Try it » Print each entry below precisely as shown.

Material shown »
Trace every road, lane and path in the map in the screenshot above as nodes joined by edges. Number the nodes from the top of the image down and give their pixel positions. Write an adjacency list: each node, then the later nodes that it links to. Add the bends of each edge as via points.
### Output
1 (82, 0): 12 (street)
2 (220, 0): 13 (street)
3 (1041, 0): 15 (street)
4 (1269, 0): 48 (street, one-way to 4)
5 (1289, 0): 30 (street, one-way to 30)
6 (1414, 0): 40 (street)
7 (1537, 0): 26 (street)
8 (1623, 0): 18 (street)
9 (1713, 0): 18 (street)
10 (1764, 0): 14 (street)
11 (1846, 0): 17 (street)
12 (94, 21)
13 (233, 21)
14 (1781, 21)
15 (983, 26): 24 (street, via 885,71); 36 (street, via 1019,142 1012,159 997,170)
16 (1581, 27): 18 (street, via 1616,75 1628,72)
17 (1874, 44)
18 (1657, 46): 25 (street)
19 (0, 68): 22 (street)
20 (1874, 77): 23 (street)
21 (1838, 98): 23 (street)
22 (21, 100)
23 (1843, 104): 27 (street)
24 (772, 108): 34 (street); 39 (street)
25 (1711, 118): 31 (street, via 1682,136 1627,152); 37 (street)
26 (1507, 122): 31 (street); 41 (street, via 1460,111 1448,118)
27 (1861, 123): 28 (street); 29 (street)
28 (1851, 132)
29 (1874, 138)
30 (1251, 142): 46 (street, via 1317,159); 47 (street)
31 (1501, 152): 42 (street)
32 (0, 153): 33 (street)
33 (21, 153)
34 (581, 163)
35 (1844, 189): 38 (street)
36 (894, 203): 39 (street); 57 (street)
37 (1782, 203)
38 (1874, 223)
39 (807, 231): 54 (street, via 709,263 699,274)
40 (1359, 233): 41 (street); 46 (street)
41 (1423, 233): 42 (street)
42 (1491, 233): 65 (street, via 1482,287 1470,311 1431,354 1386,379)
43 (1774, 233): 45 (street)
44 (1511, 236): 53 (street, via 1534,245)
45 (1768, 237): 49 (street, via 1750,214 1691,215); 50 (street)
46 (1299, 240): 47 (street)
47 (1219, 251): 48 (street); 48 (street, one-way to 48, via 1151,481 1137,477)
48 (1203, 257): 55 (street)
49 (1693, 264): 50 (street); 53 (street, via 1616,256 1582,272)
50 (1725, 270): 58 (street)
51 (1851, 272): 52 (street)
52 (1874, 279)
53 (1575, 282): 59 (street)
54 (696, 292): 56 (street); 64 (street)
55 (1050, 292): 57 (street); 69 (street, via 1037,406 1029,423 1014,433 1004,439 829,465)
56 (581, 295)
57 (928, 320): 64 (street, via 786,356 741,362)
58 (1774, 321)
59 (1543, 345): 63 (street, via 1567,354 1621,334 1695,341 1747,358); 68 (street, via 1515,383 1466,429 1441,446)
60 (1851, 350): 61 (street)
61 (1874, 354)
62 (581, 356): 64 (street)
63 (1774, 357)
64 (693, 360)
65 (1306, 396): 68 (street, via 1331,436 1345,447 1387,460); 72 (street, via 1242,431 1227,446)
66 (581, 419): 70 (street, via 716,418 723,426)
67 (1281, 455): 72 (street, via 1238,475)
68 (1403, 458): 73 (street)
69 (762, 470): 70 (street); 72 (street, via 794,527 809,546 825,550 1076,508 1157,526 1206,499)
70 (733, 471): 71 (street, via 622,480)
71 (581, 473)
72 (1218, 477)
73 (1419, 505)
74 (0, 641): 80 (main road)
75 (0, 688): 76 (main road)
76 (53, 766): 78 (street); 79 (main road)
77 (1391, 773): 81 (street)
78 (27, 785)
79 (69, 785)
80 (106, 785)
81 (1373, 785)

Response below »
Trace every road, lane and path in the map in the screenshot above as nodes joined by edges. Number the nodes from the top of the image down and give their pixel positions. Write an adjacency list: each node, then the later nodes that it links to. Add the bends of each edge as via points.
### Output
1 (82, 0): 12 (street)
2 (220, 0): 13 (street)
3 (1041, 0): 15 (street)
4 (1269, 0): 48 (street, one-way to 4)
5 (1289, 0): 30 (street, one-way to 30)
6 (1414, 0): 40 (street)
7 (1537, 0): 26 (street)
8 (1623, 0): 18 (street)
9 (1713, 0): 18 (street)
10 (1764, 0): 14 (street)
11 (1846, 0): 17 (street)
12 (94, 21)
13 (233, 21)
14 (1781, 21)
15 (983, 26): 24 (street, via 885,71); 36 (street, via 1019,142 1012,159 997,170)
16 (1581, 27): 18 (street, via 1616,75 1628,72)
17 (1874, 44)
18 (1657, 46): 25 (street)
19 (0, 68): 22 (street)
20 (1874, 77): 23 (street)
21 (1838, 98): 23 (street)
22 (21, 100)
23 (1843, 104): 27 (street)
24 (772, 108): 34 (street); 39 (street)
25 (1711, 118): 31 (street, via 1682,136 1627,152); 37 (street)
26 (1507, 122): 31 (street); 41 (street, via 1460,111 1448,118)
27 (1861, 123): 28 (street); 29 (street)
28 (1851, 132)
29 (1874, 138)
30 (1251, 142): 46 (street, via 1317,159); 47 (street)
31 (1501, 152): 42 (street)
32 (0, 153): 33 (street)
33 (21, 153)
34 (581, 163)
35 (1844, 189): 38 (street)
36 (894, 203): 39 (street); 57 (street)
37 (1782, 203)
38 (1874, 223)
39 (807, 231): 54 (street, via 709,263 699,274)
40 (1359, 233): 41 (street); 46 (street)
41 (1423, 233): 42 (street)
42 (1491, 233): 65 (street, via 1482,287 1470,311 1431,354 1386,379)
43 (1774, 233): 45 (street)
44 (1511, 236): 53 (street, via 1534,245)
45 (1768, 237): 49 (street, via 1750,214 1691,215); 50 (street)
46 (1299, 240): 47 (street)
47 (1219, 251): 48 (street); 48 (street, one-way to 48, via 1151,481 1137,477)
48 (1203, 257): 55 (street)
49 (1693, 264): 50 (street); 53 (street, via 1616,256 1582,272)
50 (1725, 270): 58 (street)
51 (1851, 272): 52 (street)
52 (1874, 279)
53 (1575, 282): 59 (street)
54 (696, 292): 56 (street); 64 (street)
55 (1050, 292): 57 (street); 69 (street, via 1037,406 1029,423 1014,433 1004,439 829,465)
56 (581, 295)
57 (928, 320): 64 (street, via 786,356 741,362)
58 (1774, 321)
59 (1543, 345): 63 (street, via 1567,354 1621,334 1695,341 1747,358); 68 (street, via 1515,383 1466,429 1441,446)
60 (1851, 350): 61 (street)
61 (1874, 354)
62 (581, 356): 64 (street)
63 (1774, 357)
64 (693, 360)
65 (1306, 396): 68 (street, via 1331,436 1345,447 1387,460); 72 (street, via 1242,431 1227,446)
66 (581, 419): 70 (street, via 716,418 723,426)
67 (1281, 455): 72 (street, via 1238,475)
68 (1403, 458): 73 (street)
69 (762, 470): 70 (street); 72 (street, via 794,527 809,546 825,550 1076,508 1157,526 1206,499)
70 (733, 471): 71 (street, via 622,480)
71 (581, 473)
72 (1218, 477)
73 (1419, 505)
74 (0, 641): 80 (main road)
75 (0, 688): 76 (main road)
76 (53, 766): 78 (street); 79 (main road)
77 (1391, 773): 81 (street)
78 (27, 785)
79 (69, 785)
80 (106, 785)
81 (1373, 785)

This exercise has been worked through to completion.